Froh sei die 31-Jährige, dass die Protestbewegung nun auch in Deutschland angekommen sei. „Ich befürchte aber, dass es eine Eintagsfliege bleibt, unsere Protestkultur ist nicht so stark wie in anderen Ländern“, sagt sie.
Dass die Kritik am Kapitalismus nicht dauerhaft anhält, befürchtet auch der 30-jährige Jan. Er steckt in einem blauen Krümelmonsterkostüm und hält ein Schild hoch, auf dem steht: „Wenn das Volk kein Brot hat, soll es doch Kekse essen.“ Die Probleme in den USA seien andere als in Deutschland, sagt er. Obwohl es ihm gut gehe, fühle er sich von dem unsozialen System betroffen. „Ich finde es furchtbar, dass nur noch das Geld im Mittelpunkt steht und nicht mehr der Mensch“, sagt er. Besonders leide er darunter, in einem Land zu leben, das Krieg führe.

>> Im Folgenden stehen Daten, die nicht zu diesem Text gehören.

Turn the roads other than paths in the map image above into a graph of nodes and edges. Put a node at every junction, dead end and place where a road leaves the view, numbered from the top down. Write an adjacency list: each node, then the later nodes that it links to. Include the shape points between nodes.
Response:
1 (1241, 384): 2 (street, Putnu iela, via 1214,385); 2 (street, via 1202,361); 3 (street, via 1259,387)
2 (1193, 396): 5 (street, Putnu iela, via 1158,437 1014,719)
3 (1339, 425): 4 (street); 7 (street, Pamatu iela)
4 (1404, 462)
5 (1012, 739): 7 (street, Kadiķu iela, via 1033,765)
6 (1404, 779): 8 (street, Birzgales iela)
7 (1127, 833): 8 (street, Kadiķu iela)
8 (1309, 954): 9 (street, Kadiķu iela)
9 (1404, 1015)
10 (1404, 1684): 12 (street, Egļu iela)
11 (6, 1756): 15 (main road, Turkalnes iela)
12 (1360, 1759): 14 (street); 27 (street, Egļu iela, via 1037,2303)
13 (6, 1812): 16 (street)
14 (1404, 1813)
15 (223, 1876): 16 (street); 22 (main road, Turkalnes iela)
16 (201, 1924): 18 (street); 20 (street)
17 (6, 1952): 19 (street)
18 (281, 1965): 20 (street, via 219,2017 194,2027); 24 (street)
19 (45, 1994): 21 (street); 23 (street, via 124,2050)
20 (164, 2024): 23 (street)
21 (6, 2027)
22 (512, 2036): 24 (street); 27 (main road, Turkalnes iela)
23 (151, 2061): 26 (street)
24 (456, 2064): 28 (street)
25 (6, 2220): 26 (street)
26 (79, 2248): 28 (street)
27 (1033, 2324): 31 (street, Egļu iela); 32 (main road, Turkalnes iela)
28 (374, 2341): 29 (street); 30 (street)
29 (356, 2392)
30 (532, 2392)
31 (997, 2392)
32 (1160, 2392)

Claudia Stumpe hat aus ihrer Unzufriedenheit schon Konsequenzen gezogen. Die 32-Jährige weigert sich, Steuern zu zahlen. „Ich will nicht, dass mit meinem Geld Banken gerettet und Kriege geführt werden“, sagt sie. Für den Protestmarsch ist sie extra aus Bayern angereist. Sie befürchte zwar die Sanktionen, die ihr nun drohen, wolle aber lieber mit einem guten Gewissen leben, als sich in das bestehende System pressen zu lassen.
Proteste in 50 Städten
Auch eine zweite „Occupy Berlin“-Bewegung hat am Sonnabend ihren Weg gefunden, sich auszudrücken. Vor dem Brandenburger Tor meditierten und sangen etwa 100 Menschen für einen friedvollen Wandel des Wirtschaftssystems. Auch Straßenkünstler Chris Schäfer hat sich dem gewaltfreien Protest verschrieben. Er pustet riesige Seifenblasen in die protestierende Menge. „Der Kapitalismus ist wie eine Seifenblase“, sagt er, „er bläht sich auf und platzt irgendwann.“
Auch in anderen deutschen Städten versammelten sich Bürger mit gleichen Zielen. Attac spricht von 40000 Demonstranten in Deutschland. In etwa 50 Städten kam es zu Kundgebungen und Protesten. Allein in Frankfurt waren es rund 5000 Menschen. Im Streit über die EU-Rettungspläne haben die Privatbanken unterdessen vor einer Eskalation gewarnt. Die Politik dürfe den Banken jetzt nicht den Krieg erklären, sondern müsse in Klausur gehen und arbeiten, bis es eine gemeinsame Lösung gebe, sagte der Präsident des Bundesverbands deutscher Banken, Andreas Schmitz.